> _WORK TASK_: Where does the word "Punahele" appear in the data? Copy every line that holds it.

======== TASK DATA

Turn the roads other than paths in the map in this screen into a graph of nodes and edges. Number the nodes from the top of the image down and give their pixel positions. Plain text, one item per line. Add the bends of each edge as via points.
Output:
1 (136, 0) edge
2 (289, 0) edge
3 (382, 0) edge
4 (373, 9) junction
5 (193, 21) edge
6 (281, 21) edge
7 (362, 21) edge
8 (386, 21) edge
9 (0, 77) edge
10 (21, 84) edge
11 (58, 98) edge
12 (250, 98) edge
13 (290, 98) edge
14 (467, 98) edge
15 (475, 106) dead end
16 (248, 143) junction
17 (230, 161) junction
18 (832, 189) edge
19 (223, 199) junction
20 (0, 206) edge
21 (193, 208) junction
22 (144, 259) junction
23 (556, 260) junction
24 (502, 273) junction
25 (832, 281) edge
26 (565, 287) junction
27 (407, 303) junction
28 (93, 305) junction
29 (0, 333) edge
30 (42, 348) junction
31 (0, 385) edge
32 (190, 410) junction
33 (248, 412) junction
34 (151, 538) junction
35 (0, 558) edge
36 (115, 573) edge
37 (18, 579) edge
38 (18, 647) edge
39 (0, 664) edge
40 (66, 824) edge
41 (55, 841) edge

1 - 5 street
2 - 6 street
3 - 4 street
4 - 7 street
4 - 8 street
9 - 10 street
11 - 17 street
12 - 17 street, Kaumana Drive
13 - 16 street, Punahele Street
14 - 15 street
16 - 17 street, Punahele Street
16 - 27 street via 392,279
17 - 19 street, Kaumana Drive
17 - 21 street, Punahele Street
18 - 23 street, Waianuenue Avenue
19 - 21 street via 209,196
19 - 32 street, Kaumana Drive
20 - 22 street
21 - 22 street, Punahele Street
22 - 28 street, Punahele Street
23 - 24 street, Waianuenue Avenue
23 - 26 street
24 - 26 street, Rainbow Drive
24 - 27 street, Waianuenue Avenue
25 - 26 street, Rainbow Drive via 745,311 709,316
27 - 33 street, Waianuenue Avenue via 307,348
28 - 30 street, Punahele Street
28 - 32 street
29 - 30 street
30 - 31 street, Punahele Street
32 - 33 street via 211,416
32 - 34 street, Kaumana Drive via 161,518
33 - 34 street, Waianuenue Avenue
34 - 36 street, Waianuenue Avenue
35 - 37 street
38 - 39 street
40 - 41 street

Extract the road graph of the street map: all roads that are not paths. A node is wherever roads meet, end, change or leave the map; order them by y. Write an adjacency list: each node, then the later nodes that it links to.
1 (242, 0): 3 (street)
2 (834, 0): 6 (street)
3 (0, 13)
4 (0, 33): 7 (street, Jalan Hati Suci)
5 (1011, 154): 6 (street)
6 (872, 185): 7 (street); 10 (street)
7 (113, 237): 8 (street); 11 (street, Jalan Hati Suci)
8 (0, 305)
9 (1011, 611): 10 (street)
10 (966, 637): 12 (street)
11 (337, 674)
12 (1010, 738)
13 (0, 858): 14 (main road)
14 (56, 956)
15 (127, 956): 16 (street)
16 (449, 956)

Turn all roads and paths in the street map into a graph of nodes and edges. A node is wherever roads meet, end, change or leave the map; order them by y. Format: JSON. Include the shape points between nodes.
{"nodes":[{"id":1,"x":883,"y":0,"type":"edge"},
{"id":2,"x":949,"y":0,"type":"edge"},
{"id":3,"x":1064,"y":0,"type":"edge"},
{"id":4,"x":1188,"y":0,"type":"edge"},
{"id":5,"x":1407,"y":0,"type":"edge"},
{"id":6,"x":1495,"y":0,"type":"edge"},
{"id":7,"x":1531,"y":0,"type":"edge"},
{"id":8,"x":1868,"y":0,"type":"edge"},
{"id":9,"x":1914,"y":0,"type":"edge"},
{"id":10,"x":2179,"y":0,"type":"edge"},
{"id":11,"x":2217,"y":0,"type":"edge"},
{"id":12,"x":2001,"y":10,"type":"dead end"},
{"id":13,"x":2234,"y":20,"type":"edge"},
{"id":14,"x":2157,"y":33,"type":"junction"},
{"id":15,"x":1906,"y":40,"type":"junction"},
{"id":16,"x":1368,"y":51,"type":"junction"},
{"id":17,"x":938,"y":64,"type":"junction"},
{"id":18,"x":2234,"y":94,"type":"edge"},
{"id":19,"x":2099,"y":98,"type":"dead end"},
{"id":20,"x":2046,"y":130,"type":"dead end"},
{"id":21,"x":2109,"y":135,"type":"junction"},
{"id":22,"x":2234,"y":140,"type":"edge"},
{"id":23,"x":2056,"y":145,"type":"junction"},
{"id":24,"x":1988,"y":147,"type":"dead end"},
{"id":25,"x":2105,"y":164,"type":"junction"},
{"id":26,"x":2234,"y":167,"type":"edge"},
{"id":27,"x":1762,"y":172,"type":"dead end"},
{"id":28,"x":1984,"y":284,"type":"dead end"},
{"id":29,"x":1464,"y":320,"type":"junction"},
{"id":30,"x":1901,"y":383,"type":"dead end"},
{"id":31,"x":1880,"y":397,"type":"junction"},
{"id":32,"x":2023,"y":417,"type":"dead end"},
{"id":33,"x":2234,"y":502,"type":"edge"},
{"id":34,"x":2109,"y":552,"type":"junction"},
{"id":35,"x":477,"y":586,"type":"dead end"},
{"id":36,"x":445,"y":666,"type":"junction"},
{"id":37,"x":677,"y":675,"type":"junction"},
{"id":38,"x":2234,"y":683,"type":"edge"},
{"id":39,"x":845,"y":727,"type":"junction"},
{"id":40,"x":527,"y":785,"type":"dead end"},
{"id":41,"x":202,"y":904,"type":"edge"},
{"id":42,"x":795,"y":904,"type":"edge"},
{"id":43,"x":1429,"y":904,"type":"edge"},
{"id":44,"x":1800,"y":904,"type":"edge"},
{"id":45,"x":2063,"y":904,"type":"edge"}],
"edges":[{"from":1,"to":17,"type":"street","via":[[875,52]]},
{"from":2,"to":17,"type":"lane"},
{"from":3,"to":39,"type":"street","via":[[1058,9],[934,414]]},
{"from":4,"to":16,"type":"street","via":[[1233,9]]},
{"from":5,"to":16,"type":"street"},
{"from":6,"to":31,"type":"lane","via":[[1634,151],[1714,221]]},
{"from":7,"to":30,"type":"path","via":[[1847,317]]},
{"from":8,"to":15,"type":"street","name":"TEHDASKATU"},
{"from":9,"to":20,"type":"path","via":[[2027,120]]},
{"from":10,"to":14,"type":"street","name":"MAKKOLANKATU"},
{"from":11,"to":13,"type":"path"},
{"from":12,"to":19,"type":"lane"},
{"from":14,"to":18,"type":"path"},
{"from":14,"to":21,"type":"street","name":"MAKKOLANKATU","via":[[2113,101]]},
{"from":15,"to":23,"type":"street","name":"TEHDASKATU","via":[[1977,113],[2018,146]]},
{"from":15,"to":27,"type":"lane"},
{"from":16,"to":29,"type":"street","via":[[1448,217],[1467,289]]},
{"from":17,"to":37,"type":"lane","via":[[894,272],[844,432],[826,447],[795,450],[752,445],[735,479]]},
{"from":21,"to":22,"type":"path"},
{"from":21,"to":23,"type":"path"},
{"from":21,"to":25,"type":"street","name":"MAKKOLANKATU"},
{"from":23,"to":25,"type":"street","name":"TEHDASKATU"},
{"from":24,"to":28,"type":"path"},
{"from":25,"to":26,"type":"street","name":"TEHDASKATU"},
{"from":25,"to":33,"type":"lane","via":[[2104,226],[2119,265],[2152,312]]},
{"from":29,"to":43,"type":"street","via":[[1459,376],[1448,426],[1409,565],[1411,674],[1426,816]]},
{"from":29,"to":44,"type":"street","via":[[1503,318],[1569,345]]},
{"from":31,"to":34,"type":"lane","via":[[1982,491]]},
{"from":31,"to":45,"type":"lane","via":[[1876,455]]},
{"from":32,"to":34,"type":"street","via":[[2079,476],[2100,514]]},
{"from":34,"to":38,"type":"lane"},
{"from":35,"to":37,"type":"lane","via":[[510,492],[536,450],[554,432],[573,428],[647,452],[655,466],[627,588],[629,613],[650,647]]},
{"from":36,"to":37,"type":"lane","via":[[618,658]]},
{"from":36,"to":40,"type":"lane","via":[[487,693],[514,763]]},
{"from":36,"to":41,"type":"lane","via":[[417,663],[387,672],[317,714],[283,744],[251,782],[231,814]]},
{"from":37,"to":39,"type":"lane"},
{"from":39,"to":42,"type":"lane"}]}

================

> _RESULT OF THE EXERCISE_:
13 - 16 street, Punahele Street
16 - 17 street, Punahele Street
17 - 21 street, Punahele Street
21 - 22 street, Punahele Street
22 - 28 street, Punahele Street
28 - 30 street, Punahele Street
30 - 31 street, Punahele Street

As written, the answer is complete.